With the hydrolytic resolution of (R,S)-mandelates in biphasic media via an esterase (SNSM-87) from Klebsiella oxytoca as the model system, increasing of the ionization constants of catalytic imidazolium moiety (i.e. pK_2R from 5.96 to 4.11 and pK_2S from 5.16 to 3.66) was confirmed if the enzyme was immobilized on a hexamethylenamino-activated support (Sepabeads^@ EC-HA) for decreasing the negative surface charges via multipoint attachments of the carboxylic acid groups to the support. A detailed kinetic analysis of varying the leaving alcohol moiety, substrate concentration and aqueous pH resulted in structure-reactivity correlations, concentration-activity profiles and pH-reactivity profiles that could be employed for the rationale of maximum enantioselectivity of V_S/V_R = 41.2 for (R,S)-methyl mandelate.

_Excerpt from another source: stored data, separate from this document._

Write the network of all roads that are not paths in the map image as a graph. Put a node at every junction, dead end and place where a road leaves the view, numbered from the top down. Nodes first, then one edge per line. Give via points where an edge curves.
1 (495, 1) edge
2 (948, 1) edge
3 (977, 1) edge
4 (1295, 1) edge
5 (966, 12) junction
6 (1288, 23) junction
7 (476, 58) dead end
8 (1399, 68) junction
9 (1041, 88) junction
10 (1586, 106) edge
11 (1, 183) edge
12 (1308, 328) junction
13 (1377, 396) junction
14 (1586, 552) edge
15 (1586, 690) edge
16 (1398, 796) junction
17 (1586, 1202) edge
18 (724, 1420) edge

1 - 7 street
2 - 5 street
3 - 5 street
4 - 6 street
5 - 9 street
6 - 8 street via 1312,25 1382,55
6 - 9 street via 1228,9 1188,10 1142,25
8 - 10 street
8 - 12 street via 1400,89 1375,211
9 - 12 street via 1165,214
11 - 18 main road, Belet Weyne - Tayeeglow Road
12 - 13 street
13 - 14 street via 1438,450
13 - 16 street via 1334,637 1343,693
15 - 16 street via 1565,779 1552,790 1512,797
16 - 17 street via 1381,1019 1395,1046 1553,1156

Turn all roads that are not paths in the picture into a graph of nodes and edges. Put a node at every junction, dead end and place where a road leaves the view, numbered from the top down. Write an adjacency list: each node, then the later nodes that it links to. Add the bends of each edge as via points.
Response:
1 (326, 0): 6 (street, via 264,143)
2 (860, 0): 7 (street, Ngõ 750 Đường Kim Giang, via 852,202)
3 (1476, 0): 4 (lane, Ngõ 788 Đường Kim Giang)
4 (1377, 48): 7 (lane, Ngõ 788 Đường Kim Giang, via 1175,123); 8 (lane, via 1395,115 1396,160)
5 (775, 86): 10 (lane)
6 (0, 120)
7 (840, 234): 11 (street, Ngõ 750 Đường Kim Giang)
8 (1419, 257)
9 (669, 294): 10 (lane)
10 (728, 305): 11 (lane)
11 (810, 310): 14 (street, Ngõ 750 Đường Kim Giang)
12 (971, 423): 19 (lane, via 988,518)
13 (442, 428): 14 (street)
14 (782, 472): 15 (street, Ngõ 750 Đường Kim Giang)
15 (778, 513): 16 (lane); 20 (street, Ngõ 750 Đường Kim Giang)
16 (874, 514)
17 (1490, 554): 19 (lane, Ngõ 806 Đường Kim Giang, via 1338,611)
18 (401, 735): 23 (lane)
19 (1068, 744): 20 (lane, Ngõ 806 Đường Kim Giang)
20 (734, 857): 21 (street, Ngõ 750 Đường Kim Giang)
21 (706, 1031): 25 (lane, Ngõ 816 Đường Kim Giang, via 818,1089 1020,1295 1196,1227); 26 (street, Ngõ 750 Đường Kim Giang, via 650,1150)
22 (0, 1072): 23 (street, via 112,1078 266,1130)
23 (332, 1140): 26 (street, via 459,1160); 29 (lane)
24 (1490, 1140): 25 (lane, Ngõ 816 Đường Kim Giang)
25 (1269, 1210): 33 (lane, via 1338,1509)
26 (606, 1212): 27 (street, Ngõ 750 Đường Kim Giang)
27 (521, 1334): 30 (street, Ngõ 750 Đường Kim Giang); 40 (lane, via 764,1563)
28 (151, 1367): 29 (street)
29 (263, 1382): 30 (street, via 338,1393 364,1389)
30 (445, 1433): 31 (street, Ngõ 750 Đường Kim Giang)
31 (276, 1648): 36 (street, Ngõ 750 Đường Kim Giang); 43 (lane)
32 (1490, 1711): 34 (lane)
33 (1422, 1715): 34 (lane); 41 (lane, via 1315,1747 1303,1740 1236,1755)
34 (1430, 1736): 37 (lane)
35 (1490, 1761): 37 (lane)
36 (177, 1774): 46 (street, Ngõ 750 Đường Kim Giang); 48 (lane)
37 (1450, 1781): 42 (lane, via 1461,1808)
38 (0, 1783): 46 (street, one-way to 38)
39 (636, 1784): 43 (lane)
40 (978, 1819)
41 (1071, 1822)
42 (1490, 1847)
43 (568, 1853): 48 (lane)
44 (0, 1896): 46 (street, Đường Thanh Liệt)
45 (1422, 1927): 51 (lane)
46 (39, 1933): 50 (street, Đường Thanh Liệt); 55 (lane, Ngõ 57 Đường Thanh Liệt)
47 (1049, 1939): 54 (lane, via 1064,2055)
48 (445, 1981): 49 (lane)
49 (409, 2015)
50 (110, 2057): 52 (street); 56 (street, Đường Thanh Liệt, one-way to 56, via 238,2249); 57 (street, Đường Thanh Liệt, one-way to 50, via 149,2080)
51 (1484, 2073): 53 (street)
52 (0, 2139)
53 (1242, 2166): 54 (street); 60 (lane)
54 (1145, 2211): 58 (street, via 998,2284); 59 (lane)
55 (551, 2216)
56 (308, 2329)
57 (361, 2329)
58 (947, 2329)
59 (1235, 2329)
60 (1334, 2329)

Comparisons of the structure-reactivity correlations in terms of log(k_2R/K_mR)_int, log(k_2S/K_mS)_int and log(E_int) varied with the inductive parameter F for all enzyme preparations were made, showing the cooperative interaction among pH, F and ionization constants of catalytic imidazolium moiety on effectively manipulating the enzyme activity and enantioselectivity.